European stocks post their biggest weekly loss since mid-2011

* FTSEurofirst 300 down 2.6 pct; weekly loss of 5.9 pct
    * $524 bln wiped off STOXX 600 companies this week
    * Greek stocks sink 20 pct in week on political turmoil
    * Pictet bearish on euro zone stocks for 2015

    By Blaise Robinson
    PARIS, Dec 12 (Reuters) - European shares tumbled on Friday
and posted their biggest weekly loss since mid-2011 as a
relentless slide in crude oil prices pounded the European energy
    The broad STOXX Europe 600 index has lost 5.8
percent during the week, representing a wipeout in market
capitalisation of roughly $524 billion, more the size of
Norway's annual GDP.
    "This is a bloodbath. After such a negative week, there's
not even a rebound into the close. The fact that oil can't find
a floor is spooking market players," Saxo Bank trader Pierre
Martin said.
    Oil fell to fresh lows not seen since mid-2009 on Friday
with Brent crude slipping below $62 a barrel while U.S.

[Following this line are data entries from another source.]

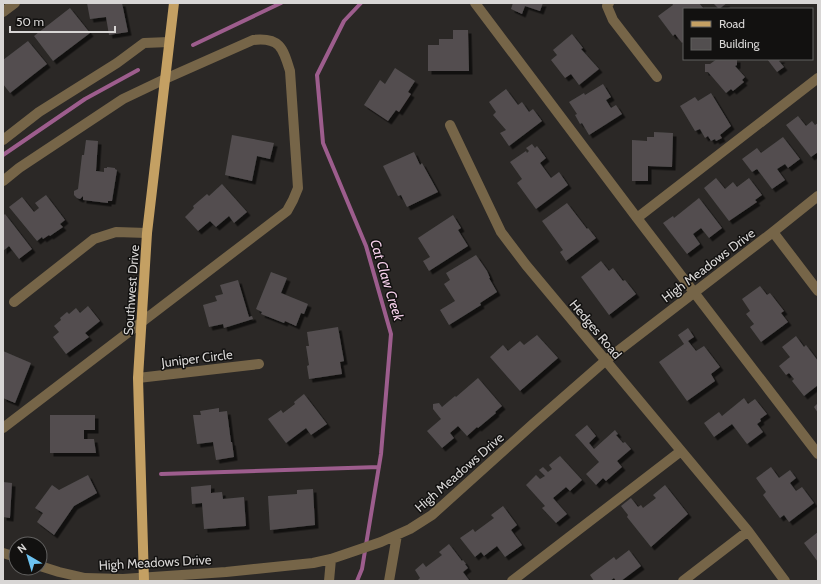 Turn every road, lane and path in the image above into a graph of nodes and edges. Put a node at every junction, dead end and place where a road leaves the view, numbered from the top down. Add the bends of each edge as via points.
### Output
1 (15, 3) edge
2 (174, 3) edge
3 (475, 3) edge
4 (609, 3) edge
5 (3, 12) edge
6 (169, 42) junction
7 (657, 77) dead end
8 (818, 78) edge
9 (165, 79) junction
10 (450, 125) dead end
11 (3, 140) edge
12 (3, 181) edge
13 (818, 196) edge
14 (637, 218) junction
15 (772, 232) junction
16 (147, 233) junction
17 (818, 291) edge
18 (694, 292) junction
19 (14, 302) dead end
20 (142, 322) junction
21 (605, 361) junction
22 (259, 364) dead end
23 (138, 378) junction
24 (3, 428) edge
25 (681, 451) junction
26 (818, 454) edge
27 (748, 531) junction
28 (397, 535) junction
29 (331, 559) junction
30 (48, 569) edge
31 (144, 580) edge
32 (329, 581) edge
33 (389, 581) edge
34 (512, 581) edge
35 (683, 581) edge
36 (785, 581) edge

1 - 5 street
2 - 6 main road, Southwest Drive
3 - 14 street
4 - 7 street via 613,20
6 - 9 main road, Southwest Drive
6 - 11 street via 144,43 39,112
8 - 14 street
9 - 12 street via 123,99
9 - 16 main road, Southwest Drive
9 - 20 street via 254,40 274,41 285,54 290,71 298,188 287,211
10 - 21 street, Hedges Road via 502,232
13 - 15 street, High Meadows Drive
14 - 18 street
15 - 17 street
15 - 18 street, High Meadows Drive
16 - 19 street via 116,232 94,239
16 - 20 main road, Southwest Drive
18 - 21 street, High Meadows Drive
18 - 26 street
20 - 23 main road, Southwest Drive
20 - 24 street
21 - 25 street, Hedges Road
21 - 28 street, High Meadows Drive via 432,515
22 - 23 street, Juniper Circle
23 - 31 main road, Southwest Drive
25 - 27 street, Hedges Road
25 - 34 street
27 - 35 street
27 - 36 street, Hedges Road
28 - 29 street, High Meadows Drive
28 - 33 street
29 - 31 street, High Meadows Drive
29 - 32 street
30 - 31 street, High Meadows Drive via 85,578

crude fell below $58 on mounting worries over a global
supply glut and weak demand. 
    Saipem dropped 5.6 percent on Friday, hitting a
10-year low, while Royal Dutch Shell lost 3 percent,
and Repsol retreated by 6 percent.
    Crude has dropped nearly 50 percent since June, forcing a
number of European oil services companies including Seadrill
 and Fugro to scrap dividends as oil majors
have accelerated cost-cutting.
    The STOXX oil and gas index, losing 3.6 percent on
Friday, has plummeted 30 percent since June. The sell-off has
erased roughly $300 billion from market capitalisation of the
    "We're reaching a point where there's a risk of seeing
corporate and sovereign defaults in energy-producing countries,
which could revive global systemic risks," said Christophe
Donay, head of strategy at Pictet, which has $441 billion in
assets under management and custody.
    "I wouldn't be surprised to see the IMF helping some of the
oil-producing countries next year ... The key for asset managers
for 2015 is really to diversify and hedge portfolios."

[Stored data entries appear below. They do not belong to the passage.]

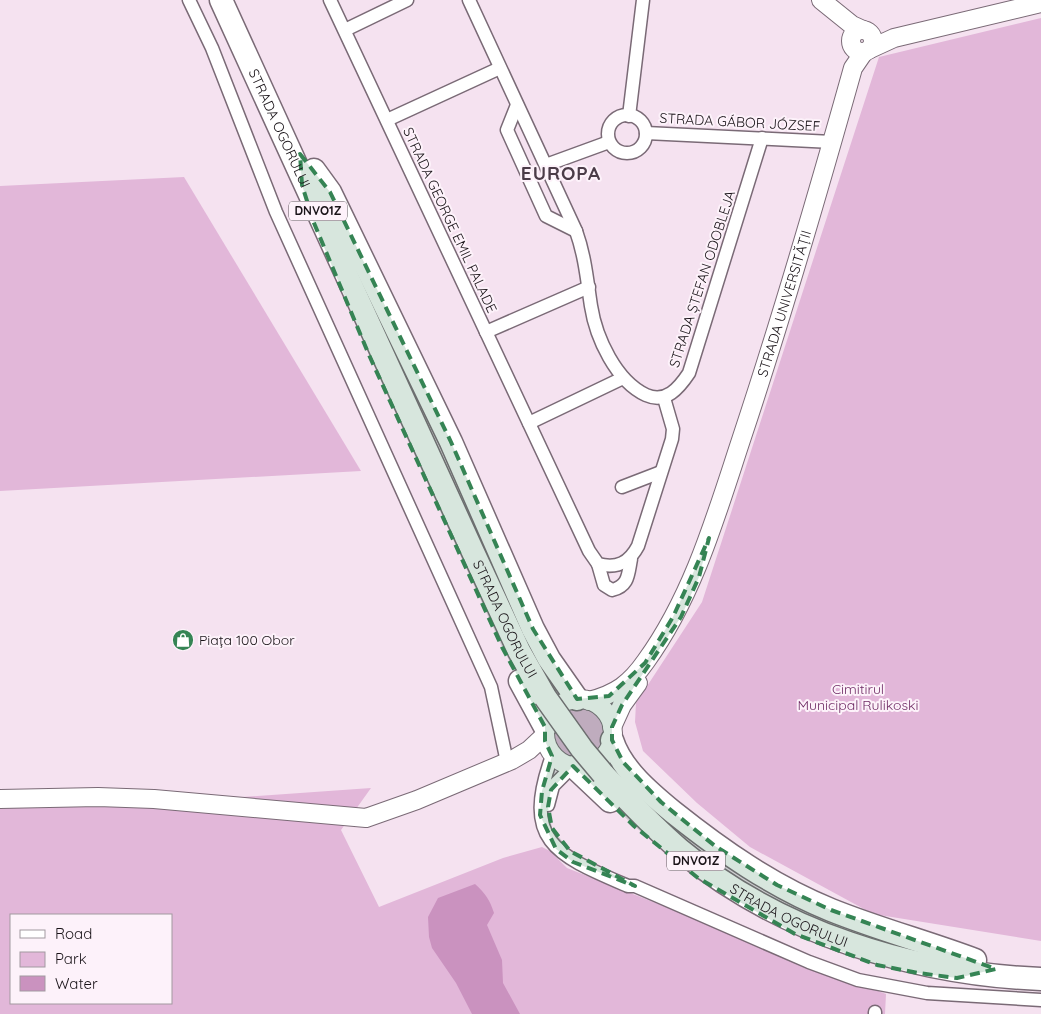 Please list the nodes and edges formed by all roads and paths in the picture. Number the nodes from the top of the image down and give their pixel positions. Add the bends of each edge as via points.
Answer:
1 (189, 0) edge
2 (222, 0) edge
3 (236, 0) edge
4 (330, 0) edge
5 (407, 0) edge
6 (470, 0) edge
7 (643, 0) edge
8 (821, 0) edge
9 (1041, 3) edge
10 (345, 30) junction
11 (860, 39) junction
12 (500, 68) junction
13 (517, 105) junction
14 (629, 116) junction
15 (387, 120) junction
16 (646, 133) junction
17 (762, 138) junction
18 (609, 142) junction
19 (832, 142) junction
20 (546, 166) junction
21 (308, 172) junction
22 (576, 231) junction
23 (589, 287) junction
24 (486, 332) junction
25 (623, 378) junction
26 (664, 398) junction
27 (529, 423) junction
28 (660, 472) junction
29 (622, 487) dead end
30 (709, 538) junction
31 (631, 559) junction
32 (598, 564) junction
33 (567, 697) junction
34 (612, 734) junction
35 (548, 742) junction
36 (510, 761) junction
37 (573, 767) junction
38 (0, 799) edge
39 (635, 886) junction
40 (1041, 966) edge
41 (974, 967) junction
42 (1041, 979) edge
43 (1041, 1000) edge

1 - 36 street via 212,48 276,212 492,687
2 - 21 highway, STRADA OGORULUI / DNVO1Z
3 - 21 highway, STRADA OGORULUI / DNVO1Z
4 - 10 street, STRADA GEORGE EMIL PALADE
5 - 10 street
6 - 12 street
7 - 14 street
8 - 11 main road
9 - 11 main road via 894,38
10 - 15 street, STRADA GEORGE EMIL PALADE
11 - 19 main road, STRADA UNIVERSITĂȚII
12 - 13 street
12 - 15 street, STRADA GEORGE EMIL PALADE
13 - 20 street
13 - 22 street via 507,130 546,216
14 - 16 street, STRADA GÁBOR JÓZSEF via 641,121
14 - 18 street via 614,120 609,128
15 - 24 street, STRADA GEORGE EMIL PALADE
16 - 17 street, STRADA GÁBOR JÓZSEF
16 - 18 street, STRADA GÁBOR JÓZSEF via 644,143 634,152 620,152
17 - 19 street, STRADA GÁBOR JÓZSEF
17 - 26 street, STRADA ȘTEFAN ODOBLEJA via 689,373 679,388
18 - 20 street
19 - 30 main road, STRADA UNIVERSITĂȚII via 775,336
20 - 22 street
21 - 33 highway via 330,192 444,427 533,629
21 - 33 highway, STRADA OGORULUI / DNVO1Z via 510,633
21 - 35 highway via 302,185 314,222 369,355
22 - 23 street via 584,253
23 - 24 street, STRADA GEORGE EMIL PALADE
23 - 25 street via 591,308 599,332
24 - 27 street, STRADA GEORGE EMIL PALADE
25 - 26 street via 635,390 650,397
25 - 27 street
26 - 28 street, STRADA GEORGE EMIL PALADE via 673,429
27 - 32 street, STRADA GEORGE EMIL PALADE
28 - 29 street
28 - 31 street, STRADA GEORGE EMIL PALADE via 638,546
30 - 33 main road, STRADA UNIVERSITĂȚII via 675,613 645,663 616,692
30 - 34 main road, STRADA UNIVERSITĂȚII via 699,577 681,617 622,705
31 - 32 street via 608,567
31 - 32 street, STRADA GEORGE EMIL PALADE via 627,581 621,588 612,590 604,585
33 - 34 main road via 604,710
33 - 35 main road, STRADA UNIVERSITĂȚII via 568,701 553,711
33 - 41 highway, STRADA OGORULUI / DNVO1Z, bridge via 582,749 609,770 635,808 679,849 719,878 805,926 872,950 895,957
34 - 37 main road, STRADA UNIVERSITĂȚII via 605,755 599,761
34 - 41 highway via 623,762 661,802 744,866 831,910
35 - 36 main road, STRADA UNIVERSITĂȚII
35 - 37 main road
35 - 39 street via 540,802 541,819 551,841 573,862 628,886
36 - 38 main road, STRADA UNIVERSITĂȚII via 374,816 345,818 154,799
37 - 39 street via 558,779 551,790 548,807 558,840 570,851
37 - 41 highway via 672,858 765,919 828,948 877,965 948,978
39 - 43 street via 858,980 927,993
40 - 41 highway, STRADA OGORULUI / DNVO1Z
41 - 42 highway, STRADA OGORULUI / DNVO1Z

    Pictet has recently sold all euro zone stocks in its
portfolios amid doubts about the European Central Bank's ability
to revive the region's economic growth, Donay said.
    The FTSEurofirst 300 index of top European shares
ended 2.6 percent lower on Friday at 1,321.73 points, wiping off
nearly all its gains of 2014. The benchmark index is now only up
0.4 percent in 2014.
    Shares in companies with a strong exposure to Russia also
took a beating on Friday as the Russian rouble dropped to a new
low of almost 58 to the dollar.
    The rouble has hemorrhaged more than 40 percent against the
dollar since the beginning of the year, hurt by the slide in oil
and risk aversion to Russian assets fuelled by Russia's
stand-off with the West over the crisis in Ukraine.

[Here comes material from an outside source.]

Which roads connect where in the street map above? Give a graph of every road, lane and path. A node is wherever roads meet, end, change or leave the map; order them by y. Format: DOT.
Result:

    For Saxo Bank analysts, there's a risk that Russia could
default on its debt at some point in 2015.
    "There is a perfect storm brewing for the Russian economy
that could either end with government-owned companies or with
the government itself selectively moving into a default," Saxo
CIO Steen Jacobsen wrote in a note.
    Shares in Austrian lender Raiffeisen Bank International
, which relies heavily on Russia for profits, slid 8.5
percent, while Danish brewer Carlsberg, which has a
large exposure to the country, fell 2.7 percent.
    Greece's political crisis also weighed on market sentiment
during the week, with Athens's ATG stock index plummeting
20 percent since last Friday.
    Investors have been rattled by a decision by the Greek
government to bring forward to next week a presidential vote
that will force nearly two dozen independent lawmakers to decide
whether to side with Prime Minister Antonis Samaras' pro-bailout
cabinet, or with leftist radicals who have pledged to tear up
the bailout. 
    Failure to elect a president would trigger early elections,
which opinion polls now show Syriza is likely to win.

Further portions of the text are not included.